Jessé Fernandes, tem 17 anos, é morador do bairro Fonseca, em Niterói, e faz parte do programa Fortalecendo Trajetórias. Ele divide os dias entre o Colégio Pedro II, ensaios musicais, apresentações e a responsabilidade de ser o irmão mais velho de quatro filhos. “Às vezes eu sinto um peso de que tenho que ser referência para eles, e também ajudar minha mãe, mas não me vejo de outra forma”, diz sem reclamar do papel que encara com carinho.
A mãe, Hélia Fernandes, atualmente confeiteira, deixou Itaboraí após a morte do pai de Jessé. A família se mudou para Niterói em busca de melhores oportunidades educacionais para ele e os irmãos. “A qualidade de ensino mudou muito, melhorou mil vezes”, ela lembra.
Foi por meio de um post no Facebook que Hélia descobriu o Fortalecendo Trajetórias e inscreveu o filho, que precisava de reforço escolar em português e matemática. Para ela, que nem sabia da existência de colégios federais, o Instituto revelou um universo novo: processos seletivos, escolas públicas de excelência e oportunidades educacionais que antes pareciam inacessíveis. “Só vindo para cá que abriu esse leque de oportunidade”, conta, reconhecendo o impacto direto na trajetória do filho.
Para o adolescente, o primeiro contato com o Instituto também foi um choque de realidade. Nas aulas, descobriu lacunas de aprendizagem e, ao mesmo tempo, encontrou acolhimento para superá-las. “A professora passou uma prova só para saber como os alunos estavam, e muito do que tinha lá eu não sabia o que era”, relembra.
Música: de Niterói a Barcelona
Mas nada transformou Jessé tanto quanto a música. O interesse surgiu quase por acaso: um pequeno grupo de músicos passou tocando pela comunidade onde morava e ele ouviu da janela, encantado. Dias depois, descobriu que o grupo era ligado à igreja local, e foi até lá. “Eu olhei, fascinado. Falei ‘Eu quero’”, relembra, revivendo a cena que marcou o início da história musical.

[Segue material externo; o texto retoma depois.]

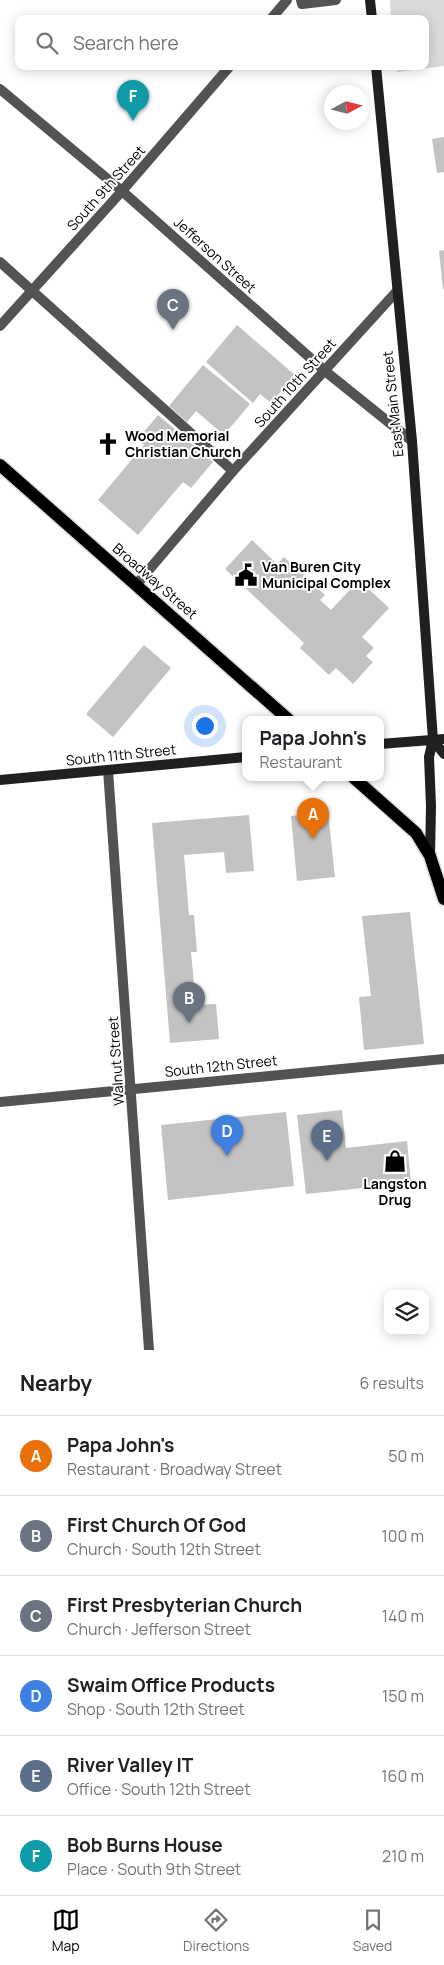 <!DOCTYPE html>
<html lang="en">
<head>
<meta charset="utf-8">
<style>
	:root { --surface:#fff; --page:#f6f6f6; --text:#202124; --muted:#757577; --line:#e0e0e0; --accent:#000 }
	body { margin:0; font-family:Manrope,sans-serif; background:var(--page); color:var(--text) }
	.controls { position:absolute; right:15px; bottom:15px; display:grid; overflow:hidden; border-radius:10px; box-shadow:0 2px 12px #0003 }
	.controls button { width:45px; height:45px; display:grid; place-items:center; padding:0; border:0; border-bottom:1px solid var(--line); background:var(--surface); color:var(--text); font:25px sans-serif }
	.compass { position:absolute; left:324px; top:85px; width:45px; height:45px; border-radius:50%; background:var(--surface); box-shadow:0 2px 12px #0003; rotate:83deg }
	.you { position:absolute; left:204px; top:725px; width:18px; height:18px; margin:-12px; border:4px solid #fff; border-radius:50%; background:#1a73e8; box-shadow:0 0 0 8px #1a73e833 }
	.badge { display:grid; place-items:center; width:32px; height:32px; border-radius:50%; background:var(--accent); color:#fff; font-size:16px; font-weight:700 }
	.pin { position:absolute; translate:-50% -41px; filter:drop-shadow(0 1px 2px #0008) }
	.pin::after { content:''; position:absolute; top:26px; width:18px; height:15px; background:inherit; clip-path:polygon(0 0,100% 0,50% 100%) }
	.popup { position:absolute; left:242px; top:716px; width:142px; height:65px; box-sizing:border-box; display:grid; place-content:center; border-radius:10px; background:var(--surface); filter:drop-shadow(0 1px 4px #0005); font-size:16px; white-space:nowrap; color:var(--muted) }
	.popup b { font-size:19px; color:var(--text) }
	.popup::after { content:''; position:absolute; left:50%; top:100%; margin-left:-10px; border:10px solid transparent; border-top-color:var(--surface) }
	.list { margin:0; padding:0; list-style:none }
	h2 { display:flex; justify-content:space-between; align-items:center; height:65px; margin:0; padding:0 20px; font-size:21px }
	h2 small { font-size:16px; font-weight:400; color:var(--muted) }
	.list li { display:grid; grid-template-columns:32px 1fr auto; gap:15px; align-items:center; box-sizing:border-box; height:80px; padding:0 20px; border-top:1px solid var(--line) }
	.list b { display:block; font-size:19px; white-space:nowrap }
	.list p { margin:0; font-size:16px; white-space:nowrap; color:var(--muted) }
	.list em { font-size:16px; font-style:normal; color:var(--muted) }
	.icon { flex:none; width:28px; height:28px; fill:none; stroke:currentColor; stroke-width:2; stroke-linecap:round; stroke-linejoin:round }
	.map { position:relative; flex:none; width:444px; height:1350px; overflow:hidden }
	.search { position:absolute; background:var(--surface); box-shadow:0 2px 12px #0003; left:15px; right:15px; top:15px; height:55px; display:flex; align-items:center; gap:12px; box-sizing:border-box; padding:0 18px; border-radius:10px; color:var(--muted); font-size:19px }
	.sheet { height:545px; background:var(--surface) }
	nav { display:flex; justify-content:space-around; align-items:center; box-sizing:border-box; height:70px; border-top:1px solid var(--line); background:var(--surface); font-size:14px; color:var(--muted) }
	nav a { display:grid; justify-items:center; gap:2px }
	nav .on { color:var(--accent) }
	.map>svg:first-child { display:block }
	.green { fill:#dadada }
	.building { fill:#c3c3c3 }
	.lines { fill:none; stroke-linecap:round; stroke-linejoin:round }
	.primary-casing { stroke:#dbdbdb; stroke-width:15 }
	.lane { stroke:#535353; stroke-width:10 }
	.street { stroke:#535353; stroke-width:10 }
	.secondary { stroke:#202020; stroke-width:10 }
	.primary { stroke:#000; stroke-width:12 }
	.labels { text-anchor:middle; stroke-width:4; stroke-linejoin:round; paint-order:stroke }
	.street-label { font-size:14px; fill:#000; stroke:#fff }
	.poi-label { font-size:14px; font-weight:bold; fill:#000; stroke:#fff; text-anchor:start }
</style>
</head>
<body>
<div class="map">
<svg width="444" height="1350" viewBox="0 0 444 1350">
	<rect width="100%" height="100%" fill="#fff"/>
	<path class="green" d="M390,0H444V66L397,72L396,66H425V19H391Z"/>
	<path class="building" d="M444,137V172L437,173L432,139Z
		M444,250V289H443L439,251Z
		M237,325L295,375L271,403L260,394L253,403L206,362Z
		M203,365L250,404L224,435L196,411L187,422L169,406Z
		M158,415L213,462L191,488L183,482L138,535L98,500L144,445L138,439Z
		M252,540L277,564L284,557L325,595L320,600L331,610L359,580L389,608L362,637L374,648L366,656L373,662L353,684L336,668L329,675L300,648L304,643L225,569Z
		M144,645L171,668L113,737L86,714Z
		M328,812L335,877L297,881L291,816Z
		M249,815L254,871L226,873L224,852L184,855L189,915H194L197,952H191L196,1005L216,1004L219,1039L170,1043L152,823Z
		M410,912L424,1044L364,1050L359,997L371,996L362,916Z
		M342,1110L346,1148L407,1141L411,1183L306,1194L297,1115Z
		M286,1112L294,1186L168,1200L161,1125Z"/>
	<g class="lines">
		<defs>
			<path id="primary" d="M0,465L289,720
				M354,778L416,833L430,856L444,899"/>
		</defs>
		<use href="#primary" class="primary-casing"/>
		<path class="lane" d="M0,262L233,471"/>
		<path class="street" d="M301,0L302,4L336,0
			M271,19L287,0
			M0,89L122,191L325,371L412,441
			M0,326L122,191L230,66
			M136,585L233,471L397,291
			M108,770L149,1350
			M0,1102L444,1059"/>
		<path class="secondary" d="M370,0L372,19
			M376,66L412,441L433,740L429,757L431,806L430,856
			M433,740L444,754
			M380,744L444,739
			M0,780L246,757"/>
		<use href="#primary" class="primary"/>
	</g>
	<defs>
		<symbol id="church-bare" viewBox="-9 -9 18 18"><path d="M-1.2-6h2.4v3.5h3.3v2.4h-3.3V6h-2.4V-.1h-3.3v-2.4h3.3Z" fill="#000" stroke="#fff" stroke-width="2.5" paint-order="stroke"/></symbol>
		<symbol id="civic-bare" viewBox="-9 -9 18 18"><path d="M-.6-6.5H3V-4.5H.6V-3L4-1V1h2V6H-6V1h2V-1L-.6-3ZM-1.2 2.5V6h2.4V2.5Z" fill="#000" stroke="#fff" stroke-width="2.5" paint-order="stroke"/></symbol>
		<symbol id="shop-bare" viewBox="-9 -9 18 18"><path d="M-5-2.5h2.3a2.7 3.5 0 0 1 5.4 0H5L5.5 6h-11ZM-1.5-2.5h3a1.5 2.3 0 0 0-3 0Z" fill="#000" stroke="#fff" stroke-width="2.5" paint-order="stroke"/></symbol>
	</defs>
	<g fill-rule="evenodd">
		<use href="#church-bare" x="92" y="428" width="32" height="32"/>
		<use href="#civic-bare" x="230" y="559" width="32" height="32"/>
		<use href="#shop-bare" x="379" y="1145" width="32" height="32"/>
	</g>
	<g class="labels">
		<g class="street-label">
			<text transform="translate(106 188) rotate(-48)" y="5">South 9th Street</text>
			<text transform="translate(215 255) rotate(42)" y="5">Jefferson Street</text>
			<text transform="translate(295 383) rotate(-48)" y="5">South 10th Street</text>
			<text transform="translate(393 404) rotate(-96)" y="5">East Main Street</text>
			<text transform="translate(155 581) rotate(41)" y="5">Broadway Street</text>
			<text transform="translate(121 755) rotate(-6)" y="5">South 11th Street</text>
			<text transform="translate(116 1061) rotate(-94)" y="5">Walnut Street</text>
			<text transform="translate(221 1066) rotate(-6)" y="5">South 12th Street</text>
		</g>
		<g class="poi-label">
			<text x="125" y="441">Wood Memorial<tspan x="125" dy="16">Christian Church</tspan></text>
			<text x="262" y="572">Van Buren City<tspan x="262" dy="16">Municipal Complex</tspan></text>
			<text x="395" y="1189" text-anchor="middle">Langston<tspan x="395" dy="16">Drug</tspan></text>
		</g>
	</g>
</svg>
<div class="controls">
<button><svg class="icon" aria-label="layers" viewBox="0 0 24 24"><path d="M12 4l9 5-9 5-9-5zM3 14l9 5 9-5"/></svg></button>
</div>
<svg class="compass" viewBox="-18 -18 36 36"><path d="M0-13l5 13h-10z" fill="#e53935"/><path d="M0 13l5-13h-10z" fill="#757577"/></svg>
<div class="you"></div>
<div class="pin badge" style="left:313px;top:839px;background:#e8710a">A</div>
<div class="popup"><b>Papa John's</b>Restaurant</div>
<div class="pin badge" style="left:189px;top:1023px;background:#6b7280">B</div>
<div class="pin badge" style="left:173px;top:330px;background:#6b7280">C</div>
<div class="pin badge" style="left:227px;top:1156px;background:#3f7fe0">D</div>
<div class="pin badge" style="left:327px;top:1161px;background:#5c6f8a">E</div>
<div class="pin badge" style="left:133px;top:121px;background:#0f9aa8">F</div>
<div class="search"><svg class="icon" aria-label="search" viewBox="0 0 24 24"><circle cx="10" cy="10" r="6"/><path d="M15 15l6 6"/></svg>Search here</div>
</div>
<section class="sheet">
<h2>Nearby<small>6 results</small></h2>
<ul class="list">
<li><span class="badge" style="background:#e8710a">A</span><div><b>Papa John's</b><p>Restaurant · Broadway Street</p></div><em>50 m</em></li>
<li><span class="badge" style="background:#6b7280">B</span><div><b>First Church Of God</b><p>Church · South 12th Street</p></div><em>100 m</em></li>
<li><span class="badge" style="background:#6b7280">C</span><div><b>First Presbyterian Church</b><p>Church · Jefferson Street</p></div><em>140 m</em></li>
<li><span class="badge" style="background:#3f7fe0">D</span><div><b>Swaim Office Products</b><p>Shop · South 12th Street</p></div><em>150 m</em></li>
<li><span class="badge" style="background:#5c6f8a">E</span><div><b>River Valley IT</b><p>Office · South 12th Street</p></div><em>160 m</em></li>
<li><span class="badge" style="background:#0f9aa8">F</span><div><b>Bob Burns House</b><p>Place · South 9th Street</p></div><em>210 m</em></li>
</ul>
</section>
<nav>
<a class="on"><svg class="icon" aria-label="map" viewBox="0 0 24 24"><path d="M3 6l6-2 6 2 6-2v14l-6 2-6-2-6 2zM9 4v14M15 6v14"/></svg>Map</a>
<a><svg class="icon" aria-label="directions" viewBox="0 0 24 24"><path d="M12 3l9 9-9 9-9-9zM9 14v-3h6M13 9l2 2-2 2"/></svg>Directions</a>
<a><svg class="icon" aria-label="saved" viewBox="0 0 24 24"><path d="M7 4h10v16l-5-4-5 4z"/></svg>Saved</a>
</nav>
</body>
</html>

Começou na flauta doce, migrou para o eufônio e mais tarde para a tuba. Para ele, a música mudou tudo. “Se não tivesse a música, eu ainda estaria em casa preso. Eu não saía muito de casa”. Com o incentivo de professores de música, ingressou na Orquestra Sopros do Rio e no programa Aprendiz Musical. E foi por meio deles que viu seu mundo se expandir.
Em julho de 2025, viveu a experiência mais marcante da sua vida: a primeira viagem internacional. Após participar de festivais em Vassouras e em Campos dos Goytacazes, veio o convite inesperado. A UNESCO selecionou a Orquestra de Sopros do Aprendiz Musical, na qual ele faz parte, para uma apresentação no Mondiacult, a Conferência Mundial da Unesco sobre Políticas Públicas de Cultura, em Barcelona. Para muitos, inclusive para ele, parecia impossível. “Isso estava muito longe da minha realidade”, confessa.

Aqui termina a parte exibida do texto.